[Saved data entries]
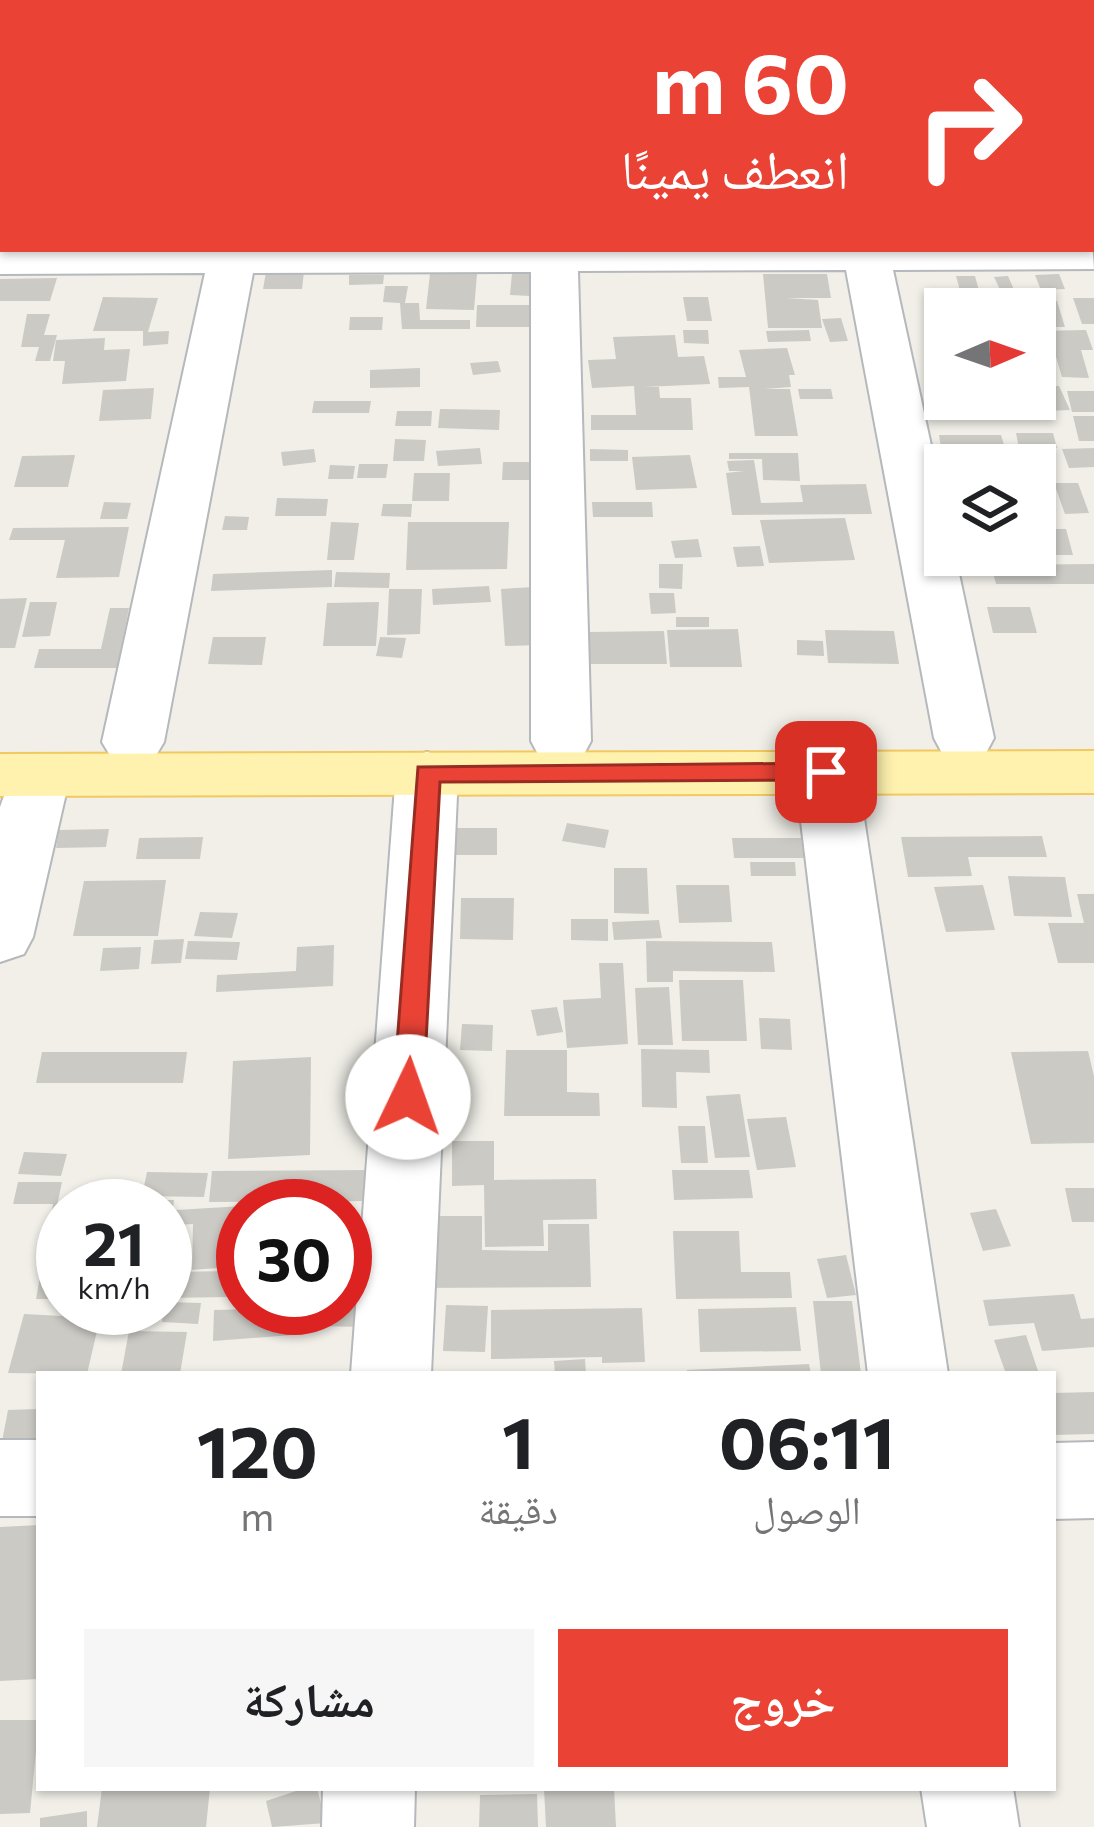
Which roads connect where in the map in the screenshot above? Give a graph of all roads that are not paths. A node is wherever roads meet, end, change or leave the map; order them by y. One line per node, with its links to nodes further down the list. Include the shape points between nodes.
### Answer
1 (866, 253): 2 (street); 4 (street); 6 (street)
2 (554, 254): 3 (street); 8 (street)
3 (233, 255): 5 (street); 9 (street)
4 (1094, 256)
5 (0, 260)
6 (964, 738): 7 (main road); 8 (main road)
7 (1094, 738)
8 (561, 741): 9 (main road)
9 (133, 742): 10 (main road)
10 (13, 764): 13 (main road); 14 (street)
11 (826, 772): 12 (main road); 13 (main road); 16 (street)
12 (1094, 772)
13 (427, 773): 15 (street)
14 (0, 937)
15 (392, 1371)
16 (908, 1371)
17 (0, 1478): 18 (street)
18 (36, 1478)
19 (1094, 1480): 20 (street)
20 (1056, 1481)
21 (370, 1791): 23 (street)
22 (968, 1791): 24 (street)
23 (368, 1827)
24 (973, 1827)

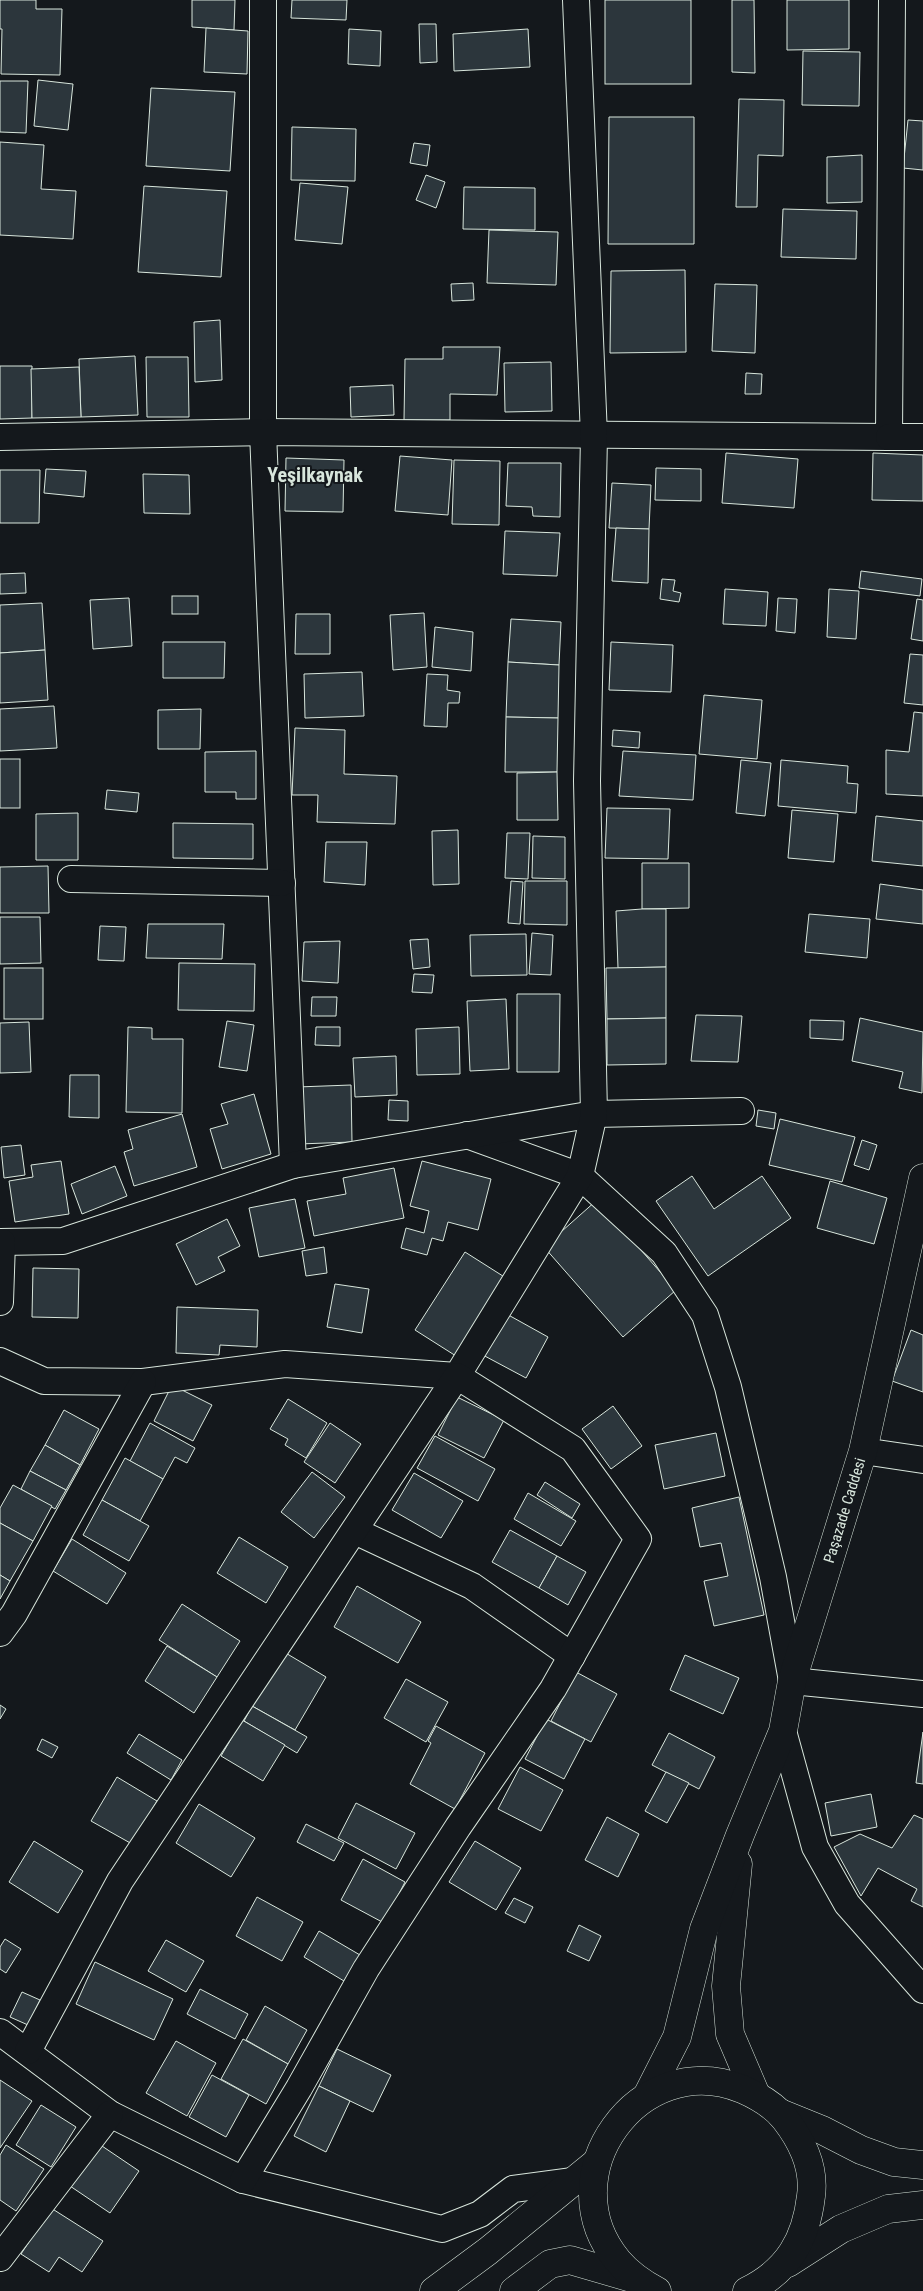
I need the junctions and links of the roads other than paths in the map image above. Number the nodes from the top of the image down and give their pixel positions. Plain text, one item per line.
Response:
1 (263, 0) edge
2 (576, 0) edge
3 (892, 0) edge
4 (263, 432) junction
5 (594, 436) junction
6 (0, 437) edge
7 (889, 437) junction
8 (923, 437) edge
9 (71, 879) dead end
10 (282, 883) junction
11 (741, 1111) dead end
12 (594, 1114) junction
13 (467, 1135) junction
14 (293, 1165) junction
15 (580, 1176) junction
16 (923, 1178) edge
17 (1, 1242) edge
18 (0, 1302) edge
19 (0, 1361) edge
20 (457, 1376) junction
21 (143, 1382) junction
22 (863, 1452) junction
23 (923, 1460) edge
24 (355, 1531) junction
25 (0, 1633) edge
26 (572, 1656) junction
27 (792, 1682) junction
28 (923, 1694) edge
29 (783, 1731) junction
30 (740, 1835) junction
31 (896, 1959) junction
32 (923, 1966) edge
33 (923, 1990) edge
34 (0, 2032) edge
35 (28, 2051) junction
36 (756, 2095) junction
37 (647, 2096) junction
38 (779, 2112) junction
39 (110, 2114) junction
40 (597, 2162) junction
41 (923, 2165) edge
42 (243, 2180) junction
43 (573, 2181) junction
44 (923, 2205) edge
45 (0, 2258) edge
46 (762, 2284) edge
47 (646, 2285) edge
48 (434, 2291) edge
49 (514, 2291) edge

1 - 4 street
2 - 5 street
3 - 7 street
4 - 5 street
4 - 6 street
4 - 10 street
5 - 7 street
5 - 12 street
7 - 8 street
9 - 10 street
10 - 14 street
11 - 12 street
12 - 13 street
12 - 15 street
13 - 14 street
13 - 15 street
14 - 17 street
15 - 20 street
15 - 27 street
16 - 22 street, Paşazade Caddesi
17 - 18 street
19 - 21 street
20 - 21 street
20 - 24 street
20 - 26 street
21 - 25 street
22 - 23 street
22 - 27 street, Paşazade Caddesi
24 - 26 street
24 - 35 street
26 - 42 street
27 - 28 street
27 - 29 street, Paşazade Caddesi
29 - 30 street, Paşazade Caddesi
29 - 31 street
30 - 36 street
30 - 37 street, Paşazade Caddesi
31 - 32 street
31 - 33 street
34 - 35 street
35 - 39 street
36 - 37 street
36 - 38 street
37 - 40 street
38 - 41 street
38 - 46 street
39 - 42 street
39 - 45 street
40 - 43 street
40 - 47 street
42 - 43 street
43 - 48 street
44 - 46 street
47 - 49 street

=== EXERCISE OBJECTIVE ===
Print the entries above exactly, taking out only the pictures.

=== RESULT ===
Which roads connect where in the map in the screenshot above? Give a graph of all roads that are not paths. A node is wherever roads meet, end, change or leave the map; order them by y. One line per node, with its links to nodes further down the list. Include the shape points between nodes.
### Answer
1 (866, 253): 2 (street); 4 (street); 6 (street)
2 (554, 254): 3 (street); 8 (street)
3 (233, 255): 5 (street); 9 (street)
4 (1094, 256)
5 (0, 260)
6 (964, 738): 7 (main road); 8 (main road)
7 (1094, 738)
8 (561, 741): 9 (main road)
9 (133, 742): 10 (main road)
10 (13, 764): 13 (main road); 14 (street)
11 (826, 772): 12 (main road); 13 (main road); 16 (street)
12 (1094, 772)
13 (427, 773): 15 (street)
14 (0, 937)
15 (392, 1371)
16 (908, 1371)
17 (0, 1478): 18 (street)
18 (36, 1478)
19 (1094, 1480): 20 (street)
20 (1056, 1481)
21 (370, 1791): 23 (street)
22 (968, 1791): 24 (street)
23 (368, 1827)
24 (973, 1827)

I need the junctions and links of the roads other than paths in the map image above. Number the nodes from the top of the image down and give their pixel positions. Plain text, one item per line.
Response:
1 (263, 0) edge
2 (576, 0) edge
3 (892, 0) edge
4 (263, 432) junction
5 (594, 436) junction
6 (0, 437) edge
7 (889, 437) junction
8 (923, 437) edge
9 (71, 879) dead end
10 (282, 883) junction
11 (741, 1111) dead end
12 (594, 1114) junction
13 (467, 1135) junction
14 (293, 1165) junction
15 (580, 1176) junction
16 (923, 1178) edge
17 (1, 1242) edge
18 (0, 1302) edge
19 (0, 1361) edge
20 (457, 1376) junction
21 (143, 1382) junction
22 (863, 1452) junction
23 (923, 1460) edge
24 (355, 1531) junction
25 (0, 1633) edge
26 (572, 1656) junction
27 (792, 1682) junction
28 (923, 1694) edge
29 (783, 1731) junction
30 (740, 1835) junction
31 (896, 1959) junction
32 (923, 1966) edge
33 (923, 1990) edge
34 (0, 2032) edge
35 (28, 2051) junction
36 (756, 2095) junction
37 (647, 2096) junction
38 (779, 2112) junction
39 (110, 2114) junction
40 (597, 2162) junction
41 (923, 2165) edge
42 (243, 2180) junction
43 (573, 2181) junction
44 (923, 2205) edge
45 (0, 2258) edge
46 (762, 2284) edge
47 (646, 2285) edge
48 (434, 2291) edge
49 (514, 2291) edge

1 - 4 street
2 - 5 street
3 - 7 street
4 - 5 street
4 - 6 street
4 - 10 street
5 - 7 street
5 - 12 street
7 - 8 street
9 - 10 street
10 - 14 street
11 - 12 street
12 - 13 street
12 - 15 street
13 - 14 street
13 - 15 street
14 - 17 street
15 - 20 street
15 - 27 street
16 - 22 street, Paşazade Caddesi
17 - 18 street
19 - 21 street
20 - 21 street
20 - 24 street
20 - 26 street
21 - 25 street
22 - 23 street
22 - 27 street, Paşazade Caddesi
24 - 26 street
24 - 35 street
26 - 42 street
27 - 28 street
27 - 29 street, Paşazade Caddesi
29 - 30 street, Paşazade Caddesi
29 - 31 street
30 - 36 street
30 - 37 street, Paşazade Caddesi
31 - 32 street
31 - 33 street
34 - 35 street
35 - 39 street
36 - 37 street
36 - 38 street
37 - 40 street
38 - 41 street
38 - 46 street
39 - 42 street
39 - 45 street
40 - 43 street
40 - 47 street
42 - 43 street
43 - 48 street
44 - 46 street
47 - 49 street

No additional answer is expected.